::: SOURCE INFORMATION

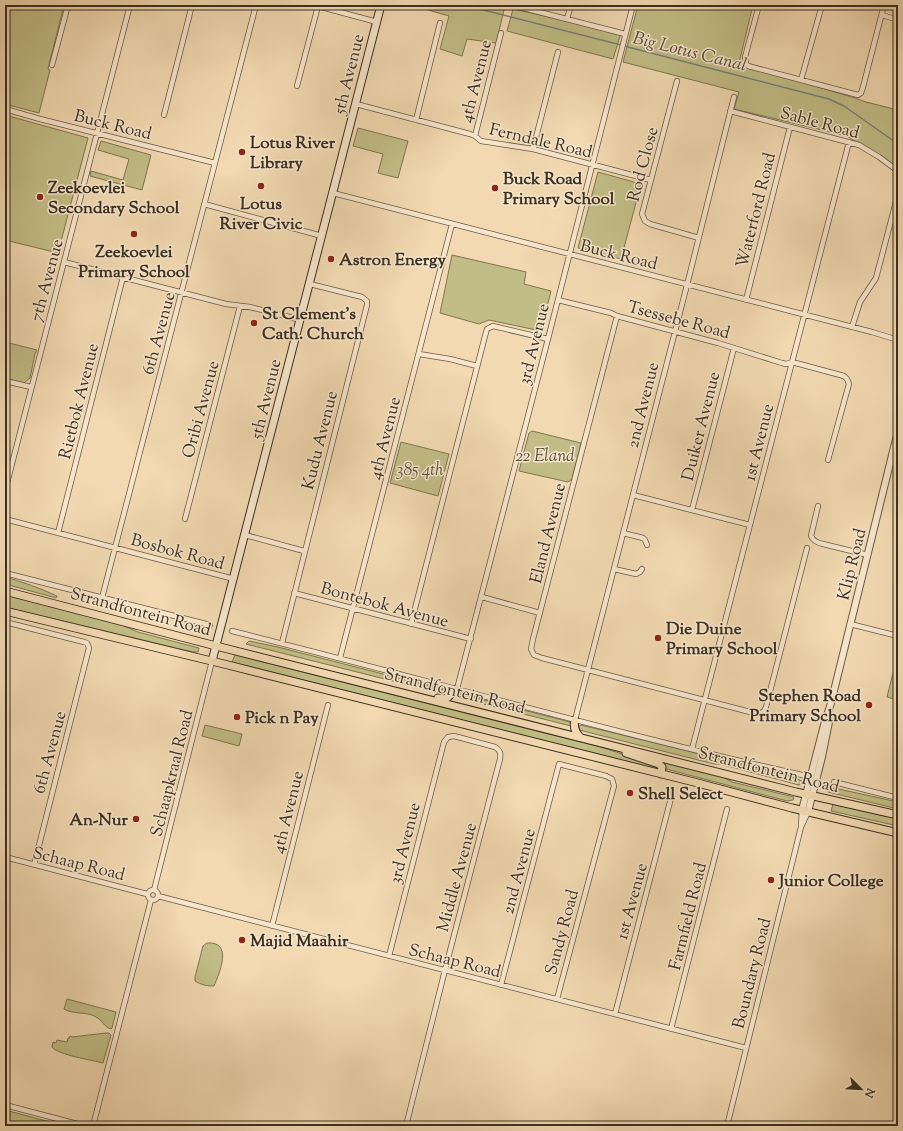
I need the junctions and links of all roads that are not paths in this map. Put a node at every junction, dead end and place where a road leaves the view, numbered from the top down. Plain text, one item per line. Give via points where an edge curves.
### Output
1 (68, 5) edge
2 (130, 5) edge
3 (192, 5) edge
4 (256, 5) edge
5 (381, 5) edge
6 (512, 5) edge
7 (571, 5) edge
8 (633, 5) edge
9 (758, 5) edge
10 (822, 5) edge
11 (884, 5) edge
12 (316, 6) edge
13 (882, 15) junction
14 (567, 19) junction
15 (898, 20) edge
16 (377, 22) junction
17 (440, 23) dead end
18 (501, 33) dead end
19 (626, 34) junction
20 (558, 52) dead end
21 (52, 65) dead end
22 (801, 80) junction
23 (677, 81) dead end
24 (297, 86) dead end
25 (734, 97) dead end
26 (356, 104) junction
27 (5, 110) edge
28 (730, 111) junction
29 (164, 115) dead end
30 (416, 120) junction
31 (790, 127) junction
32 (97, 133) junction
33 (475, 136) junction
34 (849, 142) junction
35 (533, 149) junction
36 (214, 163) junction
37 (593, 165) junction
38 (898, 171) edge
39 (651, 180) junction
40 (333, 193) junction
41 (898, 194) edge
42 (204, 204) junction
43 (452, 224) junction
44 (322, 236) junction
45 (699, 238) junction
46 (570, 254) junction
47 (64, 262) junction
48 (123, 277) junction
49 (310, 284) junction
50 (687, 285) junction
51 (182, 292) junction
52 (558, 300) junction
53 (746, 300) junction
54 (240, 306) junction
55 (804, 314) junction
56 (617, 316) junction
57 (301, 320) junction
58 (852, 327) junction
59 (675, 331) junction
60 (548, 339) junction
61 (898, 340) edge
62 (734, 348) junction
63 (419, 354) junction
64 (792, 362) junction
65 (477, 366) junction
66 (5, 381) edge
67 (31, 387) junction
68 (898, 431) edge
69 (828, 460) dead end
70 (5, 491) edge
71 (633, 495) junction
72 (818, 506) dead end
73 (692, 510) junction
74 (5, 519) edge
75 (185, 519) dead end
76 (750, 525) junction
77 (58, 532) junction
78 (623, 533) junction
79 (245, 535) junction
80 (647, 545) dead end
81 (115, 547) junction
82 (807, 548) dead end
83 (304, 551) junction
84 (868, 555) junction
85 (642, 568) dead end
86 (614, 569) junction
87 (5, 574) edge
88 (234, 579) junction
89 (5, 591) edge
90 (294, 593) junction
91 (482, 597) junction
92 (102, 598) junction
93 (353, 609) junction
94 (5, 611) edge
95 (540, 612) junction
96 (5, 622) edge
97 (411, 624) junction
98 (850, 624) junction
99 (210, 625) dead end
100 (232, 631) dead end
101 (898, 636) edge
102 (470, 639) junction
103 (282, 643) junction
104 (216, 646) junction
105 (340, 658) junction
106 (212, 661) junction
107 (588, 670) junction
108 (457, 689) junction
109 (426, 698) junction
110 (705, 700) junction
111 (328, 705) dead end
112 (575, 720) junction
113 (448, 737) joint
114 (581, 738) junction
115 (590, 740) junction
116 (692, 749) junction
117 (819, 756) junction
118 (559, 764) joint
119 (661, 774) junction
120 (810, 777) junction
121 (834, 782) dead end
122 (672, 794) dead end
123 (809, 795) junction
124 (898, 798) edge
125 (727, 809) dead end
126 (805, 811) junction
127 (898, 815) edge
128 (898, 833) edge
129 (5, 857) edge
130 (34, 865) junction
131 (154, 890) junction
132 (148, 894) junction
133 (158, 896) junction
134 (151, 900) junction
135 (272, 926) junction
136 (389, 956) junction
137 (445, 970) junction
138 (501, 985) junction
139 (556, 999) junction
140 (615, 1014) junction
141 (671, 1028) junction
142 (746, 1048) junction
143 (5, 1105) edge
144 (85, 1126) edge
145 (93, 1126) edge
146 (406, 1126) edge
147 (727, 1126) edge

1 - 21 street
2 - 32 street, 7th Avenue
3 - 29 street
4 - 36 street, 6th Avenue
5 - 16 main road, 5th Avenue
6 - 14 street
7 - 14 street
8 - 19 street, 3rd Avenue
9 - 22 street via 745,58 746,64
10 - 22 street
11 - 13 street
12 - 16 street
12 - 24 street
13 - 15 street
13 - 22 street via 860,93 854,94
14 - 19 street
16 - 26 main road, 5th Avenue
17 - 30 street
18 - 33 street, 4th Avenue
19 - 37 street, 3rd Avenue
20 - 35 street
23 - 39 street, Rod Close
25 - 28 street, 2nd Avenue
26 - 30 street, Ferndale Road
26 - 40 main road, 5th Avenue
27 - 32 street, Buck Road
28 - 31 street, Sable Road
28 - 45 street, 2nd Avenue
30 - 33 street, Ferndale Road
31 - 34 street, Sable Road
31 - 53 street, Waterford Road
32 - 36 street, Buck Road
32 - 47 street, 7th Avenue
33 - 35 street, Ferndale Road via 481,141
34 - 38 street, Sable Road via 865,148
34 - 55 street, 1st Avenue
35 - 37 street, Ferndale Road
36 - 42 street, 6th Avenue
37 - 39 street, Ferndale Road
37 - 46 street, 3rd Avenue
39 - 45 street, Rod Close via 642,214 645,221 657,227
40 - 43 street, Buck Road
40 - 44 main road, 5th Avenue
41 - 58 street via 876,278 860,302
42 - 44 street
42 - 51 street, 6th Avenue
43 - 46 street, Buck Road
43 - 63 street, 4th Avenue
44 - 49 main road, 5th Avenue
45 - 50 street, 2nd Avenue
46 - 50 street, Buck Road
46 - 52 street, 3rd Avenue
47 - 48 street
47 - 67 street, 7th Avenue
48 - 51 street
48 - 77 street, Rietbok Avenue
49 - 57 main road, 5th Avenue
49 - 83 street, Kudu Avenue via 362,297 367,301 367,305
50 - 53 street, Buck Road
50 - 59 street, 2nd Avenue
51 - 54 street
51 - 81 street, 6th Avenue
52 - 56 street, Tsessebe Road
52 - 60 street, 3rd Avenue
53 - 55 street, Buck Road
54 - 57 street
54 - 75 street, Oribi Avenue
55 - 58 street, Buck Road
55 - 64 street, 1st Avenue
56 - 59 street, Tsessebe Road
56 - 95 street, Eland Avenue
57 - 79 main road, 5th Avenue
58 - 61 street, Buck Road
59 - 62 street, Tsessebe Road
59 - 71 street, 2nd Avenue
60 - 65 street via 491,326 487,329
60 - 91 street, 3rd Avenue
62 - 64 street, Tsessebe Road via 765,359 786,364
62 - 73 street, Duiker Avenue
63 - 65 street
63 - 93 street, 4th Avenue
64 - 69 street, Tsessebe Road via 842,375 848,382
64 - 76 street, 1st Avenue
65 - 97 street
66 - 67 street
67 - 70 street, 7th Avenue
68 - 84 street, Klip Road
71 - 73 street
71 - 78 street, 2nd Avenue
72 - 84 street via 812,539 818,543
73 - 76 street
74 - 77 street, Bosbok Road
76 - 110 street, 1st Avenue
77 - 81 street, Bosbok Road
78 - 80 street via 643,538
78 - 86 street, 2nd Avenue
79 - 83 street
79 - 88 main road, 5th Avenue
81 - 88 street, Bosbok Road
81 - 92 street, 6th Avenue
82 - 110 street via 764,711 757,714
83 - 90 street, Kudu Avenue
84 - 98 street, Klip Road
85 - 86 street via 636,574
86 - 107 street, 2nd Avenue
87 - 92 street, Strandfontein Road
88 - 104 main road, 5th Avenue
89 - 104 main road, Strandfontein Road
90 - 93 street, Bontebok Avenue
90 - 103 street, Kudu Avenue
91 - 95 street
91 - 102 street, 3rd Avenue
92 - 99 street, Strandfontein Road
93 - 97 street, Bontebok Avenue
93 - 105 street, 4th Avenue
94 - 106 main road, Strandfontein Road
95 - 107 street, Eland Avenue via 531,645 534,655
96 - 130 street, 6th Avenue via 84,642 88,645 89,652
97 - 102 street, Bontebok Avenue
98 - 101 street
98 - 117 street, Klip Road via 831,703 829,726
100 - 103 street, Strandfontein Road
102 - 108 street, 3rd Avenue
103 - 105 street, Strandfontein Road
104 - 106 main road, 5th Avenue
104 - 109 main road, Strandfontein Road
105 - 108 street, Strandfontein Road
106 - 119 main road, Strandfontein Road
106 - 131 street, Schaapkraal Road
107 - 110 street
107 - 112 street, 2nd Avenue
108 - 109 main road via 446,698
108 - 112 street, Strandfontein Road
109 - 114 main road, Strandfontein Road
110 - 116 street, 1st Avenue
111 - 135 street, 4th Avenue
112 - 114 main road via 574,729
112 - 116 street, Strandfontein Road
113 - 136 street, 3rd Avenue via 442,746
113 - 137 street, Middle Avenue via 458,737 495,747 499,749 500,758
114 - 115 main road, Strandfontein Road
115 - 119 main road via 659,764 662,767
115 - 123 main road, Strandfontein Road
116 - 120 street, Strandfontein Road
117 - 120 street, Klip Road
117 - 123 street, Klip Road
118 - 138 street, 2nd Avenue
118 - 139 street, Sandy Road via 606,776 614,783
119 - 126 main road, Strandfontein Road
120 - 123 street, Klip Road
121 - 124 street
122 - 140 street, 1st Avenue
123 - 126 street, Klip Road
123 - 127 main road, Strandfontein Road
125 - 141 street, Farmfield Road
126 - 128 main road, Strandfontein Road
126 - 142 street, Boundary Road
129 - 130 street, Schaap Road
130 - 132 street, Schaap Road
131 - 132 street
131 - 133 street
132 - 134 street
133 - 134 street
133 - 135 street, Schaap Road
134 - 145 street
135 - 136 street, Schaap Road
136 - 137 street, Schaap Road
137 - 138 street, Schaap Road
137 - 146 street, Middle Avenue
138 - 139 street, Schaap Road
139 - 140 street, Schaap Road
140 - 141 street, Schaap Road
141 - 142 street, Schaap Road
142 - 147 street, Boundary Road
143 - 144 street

::::::
::: SOURCE INFORMATION

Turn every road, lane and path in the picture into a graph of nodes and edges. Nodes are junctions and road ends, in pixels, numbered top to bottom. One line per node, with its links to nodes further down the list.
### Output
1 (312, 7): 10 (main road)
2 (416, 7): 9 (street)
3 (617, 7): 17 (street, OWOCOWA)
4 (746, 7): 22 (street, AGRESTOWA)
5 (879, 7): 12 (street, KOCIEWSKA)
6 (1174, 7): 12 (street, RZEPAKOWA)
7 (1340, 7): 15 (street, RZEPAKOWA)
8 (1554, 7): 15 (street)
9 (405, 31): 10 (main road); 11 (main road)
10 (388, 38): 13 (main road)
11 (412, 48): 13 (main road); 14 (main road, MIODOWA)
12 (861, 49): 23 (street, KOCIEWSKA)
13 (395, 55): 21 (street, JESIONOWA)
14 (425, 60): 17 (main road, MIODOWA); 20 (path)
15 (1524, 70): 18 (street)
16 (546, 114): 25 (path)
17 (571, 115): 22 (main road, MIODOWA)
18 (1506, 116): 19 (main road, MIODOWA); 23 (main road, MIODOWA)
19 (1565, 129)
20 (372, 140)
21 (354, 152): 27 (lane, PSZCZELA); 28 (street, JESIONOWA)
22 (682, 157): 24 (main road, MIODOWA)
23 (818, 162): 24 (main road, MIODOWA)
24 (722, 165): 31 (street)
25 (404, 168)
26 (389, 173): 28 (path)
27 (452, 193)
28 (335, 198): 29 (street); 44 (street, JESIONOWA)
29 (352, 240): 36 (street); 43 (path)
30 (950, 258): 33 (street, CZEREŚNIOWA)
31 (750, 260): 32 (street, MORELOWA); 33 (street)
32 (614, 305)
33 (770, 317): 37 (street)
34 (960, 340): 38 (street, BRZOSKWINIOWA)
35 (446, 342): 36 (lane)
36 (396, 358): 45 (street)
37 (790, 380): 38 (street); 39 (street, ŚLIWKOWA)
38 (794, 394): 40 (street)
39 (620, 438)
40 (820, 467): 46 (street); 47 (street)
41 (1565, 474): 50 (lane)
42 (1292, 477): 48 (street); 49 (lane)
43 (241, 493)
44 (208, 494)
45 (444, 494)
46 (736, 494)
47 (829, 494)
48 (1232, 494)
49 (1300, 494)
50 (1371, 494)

::::::

EXERCISE BRIEF: In the entries above, how many lines hold "JESIONOWA"? Answer with the number alone.

OUTPUT OF THE TASK: 3